Americans have been laboring under the delusion that we had to travel halfway around the world to find a gaggle of dangerous nut cases. Who knew we could have hung out in the western hemisphere and found all we wanted in Venezuela?

Things are going badly in that workers’ paradise. Inflation is rocking along at 45 percent, and they’re running out of foreign currency to use because their own probably sees its highest and best use in Venezuelan restrooms. So what do the leaders of that fair nation do? In that grim state of affairs with an election looming on the horizon, they kick out three American diplomats, including Charge D’Affaires Kelly Keiderling, the top diplomat in the absence of an ambassador.

Dealing with that bunch, the diplomats are probably about ready for a break.

President Nicolas Maduro assured himself of a nomination for an Oscar in the “Most Worn Cliche of the Year” category in announcing the expulsion. “Yankees go home,” he said in English. (No, he really did; we can’t make up this stuff). Who knew he was a Red Sox fan?
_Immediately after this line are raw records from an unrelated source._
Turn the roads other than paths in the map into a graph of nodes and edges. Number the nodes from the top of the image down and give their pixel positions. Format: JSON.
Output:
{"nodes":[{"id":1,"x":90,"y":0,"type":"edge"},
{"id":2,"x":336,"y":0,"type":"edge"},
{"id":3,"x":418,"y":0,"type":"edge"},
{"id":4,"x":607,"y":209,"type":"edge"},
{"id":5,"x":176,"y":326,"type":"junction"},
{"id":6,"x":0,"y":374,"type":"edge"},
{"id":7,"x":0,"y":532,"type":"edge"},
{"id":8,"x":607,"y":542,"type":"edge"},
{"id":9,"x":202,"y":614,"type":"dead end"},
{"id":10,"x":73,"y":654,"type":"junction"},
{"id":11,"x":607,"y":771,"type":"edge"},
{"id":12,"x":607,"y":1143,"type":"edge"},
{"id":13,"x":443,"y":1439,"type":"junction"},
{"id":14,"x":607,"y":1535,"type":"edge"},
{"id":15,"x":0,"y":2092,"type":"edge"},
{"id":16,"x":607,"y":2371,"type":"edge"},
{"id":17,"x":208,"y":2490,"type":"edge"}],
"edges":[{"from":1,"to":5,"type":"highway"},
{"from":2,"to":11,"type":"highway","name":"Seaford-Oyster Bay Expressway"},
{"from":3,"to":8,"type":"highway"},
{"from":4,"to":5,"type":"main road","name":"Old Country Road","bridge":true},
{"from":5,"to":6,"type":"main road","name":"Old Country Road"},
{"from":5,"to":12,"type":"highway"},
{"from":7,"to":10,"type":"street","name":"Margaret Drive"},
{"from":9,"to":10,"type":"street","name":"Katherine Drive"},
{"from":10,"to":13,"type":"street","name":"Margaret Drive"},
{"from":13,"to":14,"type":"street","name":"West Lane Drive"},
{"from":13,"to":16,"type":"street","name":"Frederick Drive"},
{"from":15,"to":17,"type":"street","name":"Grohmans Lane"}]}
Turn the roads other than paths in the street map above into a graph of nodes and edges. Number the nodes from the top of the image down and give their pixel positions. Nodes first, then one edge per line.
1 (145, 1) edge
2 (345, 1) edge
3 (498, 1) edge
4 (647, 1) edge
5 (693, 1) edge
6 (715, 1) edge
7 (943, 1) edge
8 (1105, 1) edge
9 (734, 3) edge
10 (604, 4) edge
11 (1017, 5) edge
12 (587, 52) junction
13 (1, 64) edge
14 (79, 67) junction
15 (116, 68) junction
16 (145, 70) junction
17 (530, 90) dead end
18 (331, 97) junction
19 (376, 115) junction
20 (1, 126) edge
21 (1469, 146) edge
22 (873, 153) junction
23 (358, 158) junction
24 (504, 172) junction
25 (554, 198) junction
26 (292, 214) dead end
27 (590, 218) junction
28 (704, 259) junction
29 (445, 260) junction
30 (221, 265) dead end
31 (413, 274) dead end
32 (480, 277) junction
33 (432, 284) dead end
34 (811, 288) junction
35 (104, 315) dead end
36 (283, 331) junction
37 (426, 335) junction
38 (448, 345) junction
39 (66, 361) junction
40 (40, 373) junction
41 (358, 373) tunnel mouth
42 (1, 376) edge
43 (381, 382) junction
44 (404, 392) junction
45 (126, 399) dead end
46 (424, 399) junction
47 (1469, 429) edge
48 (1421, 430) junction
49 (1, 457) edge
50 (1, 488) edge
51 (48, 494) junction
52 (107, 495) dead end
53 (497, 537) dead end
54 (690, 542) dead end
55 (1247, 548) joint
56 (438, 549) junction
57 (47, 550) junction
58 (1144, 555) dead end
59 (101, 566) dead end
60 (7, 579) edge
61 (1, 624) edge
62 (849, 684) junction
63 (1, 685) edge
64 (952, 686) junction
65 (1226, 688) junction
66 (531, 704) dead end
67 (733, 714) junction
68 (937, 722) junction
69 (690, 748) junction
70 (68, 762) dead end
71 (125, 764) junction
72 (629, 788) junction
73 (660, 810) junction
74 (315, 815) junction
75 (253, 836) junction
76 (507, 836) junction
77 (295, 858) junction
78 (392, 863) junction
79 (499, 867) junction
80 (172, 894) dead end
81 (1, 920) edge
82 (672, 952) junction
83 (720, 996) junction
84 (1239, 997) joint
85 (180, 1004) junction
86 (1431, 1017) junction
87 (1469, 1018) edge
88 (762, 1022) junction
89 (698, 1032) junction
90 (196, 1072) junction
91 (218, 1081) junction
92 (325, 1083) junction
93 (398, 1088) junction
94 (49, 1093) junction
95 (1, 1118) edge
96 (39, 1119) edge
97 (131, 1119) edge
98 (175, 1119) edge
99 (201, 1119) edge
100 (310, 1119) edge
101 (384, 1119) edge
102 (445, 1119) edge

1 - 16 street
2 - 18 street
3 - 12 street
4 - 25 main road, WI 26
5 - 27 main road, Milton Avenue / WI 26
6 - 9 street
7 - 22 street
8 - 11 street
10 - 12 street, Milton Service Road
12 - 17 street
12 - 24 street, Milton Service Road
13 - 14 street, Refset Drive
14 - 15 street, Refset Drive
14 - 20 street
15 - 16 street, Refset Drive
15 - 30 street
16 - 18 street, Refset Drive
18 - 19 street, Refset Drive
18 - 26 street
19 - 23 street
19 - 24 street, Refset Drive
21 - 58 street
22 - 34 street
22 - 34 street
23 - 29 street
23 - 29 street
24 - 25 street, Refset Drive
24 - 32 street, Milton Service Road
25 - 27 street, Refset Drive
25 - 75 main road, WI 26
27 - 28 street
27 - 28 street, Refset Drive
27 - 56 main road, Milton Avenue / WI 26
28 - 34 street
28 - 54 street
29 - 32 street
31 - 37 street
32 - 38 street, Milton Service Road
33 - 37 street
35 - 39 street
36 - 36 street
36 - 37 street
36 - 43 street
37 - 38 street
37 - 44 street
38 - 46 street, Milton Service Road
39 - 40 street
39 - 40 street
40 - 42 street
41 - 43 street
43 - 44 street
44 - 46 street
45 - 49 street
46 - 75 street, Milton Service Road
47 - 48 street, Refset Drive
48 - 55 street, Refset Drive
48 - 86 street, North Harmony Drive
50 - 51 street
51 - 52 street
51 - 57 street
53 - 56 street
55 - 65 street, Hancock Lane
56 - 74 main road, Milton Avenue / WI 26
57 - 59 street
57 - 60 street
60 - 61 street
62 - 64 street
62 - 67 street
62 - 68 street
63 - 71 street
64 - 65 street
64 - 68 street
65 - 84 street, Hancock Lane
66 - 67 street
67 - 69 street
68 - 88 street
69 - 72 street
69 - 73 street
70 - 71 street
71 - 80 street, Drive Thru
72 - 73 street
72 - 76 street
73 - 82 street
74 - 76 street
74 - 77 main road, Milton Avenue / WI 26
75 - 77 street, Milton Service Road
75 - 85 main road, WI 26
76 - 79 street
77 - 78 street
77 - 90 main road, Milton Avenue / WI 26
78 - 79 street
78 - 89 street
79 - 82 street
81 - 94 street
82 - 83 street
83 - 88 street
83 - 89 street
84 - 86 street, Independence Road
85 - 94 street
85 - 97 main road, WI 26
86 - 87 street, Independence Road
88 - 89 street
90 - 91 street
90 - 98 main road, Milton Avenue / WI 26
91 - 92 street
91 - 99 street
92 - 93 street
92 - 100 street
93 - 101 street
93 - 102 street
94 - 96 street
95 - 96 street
Maduro accused the Americans of conspiring with the “extreme right” and attempting to sabotage the country’s power grid. Really? Why stop there and leave Bigfoot, UFOs and Elvis on the table. But then again, it’s hard to argue about meeting with the “extreme right” when everybody not to the left of Josef Stalin looks right-wing to the Venezuelan leadership. Jane Fonda and Ed Asner would qualify as stodgy conservatives there.

The Obama administration engaged in the necessary waste of time defending its diplomats and denying that it threw squirrels into substation equipment or whatever means of sabotage it was supposed to have used.

There is likely little that President Barack Obama can or should do with the oil rich country that seems to have made tweaking Uncle Sam’s nose its national ambition. He can hope that the Venezuelan people eventually tire of the foolishness and elect sane leadership. Until then, his best hope is to just ignore the yapping little dog nearby and hope that he stays in his own yard.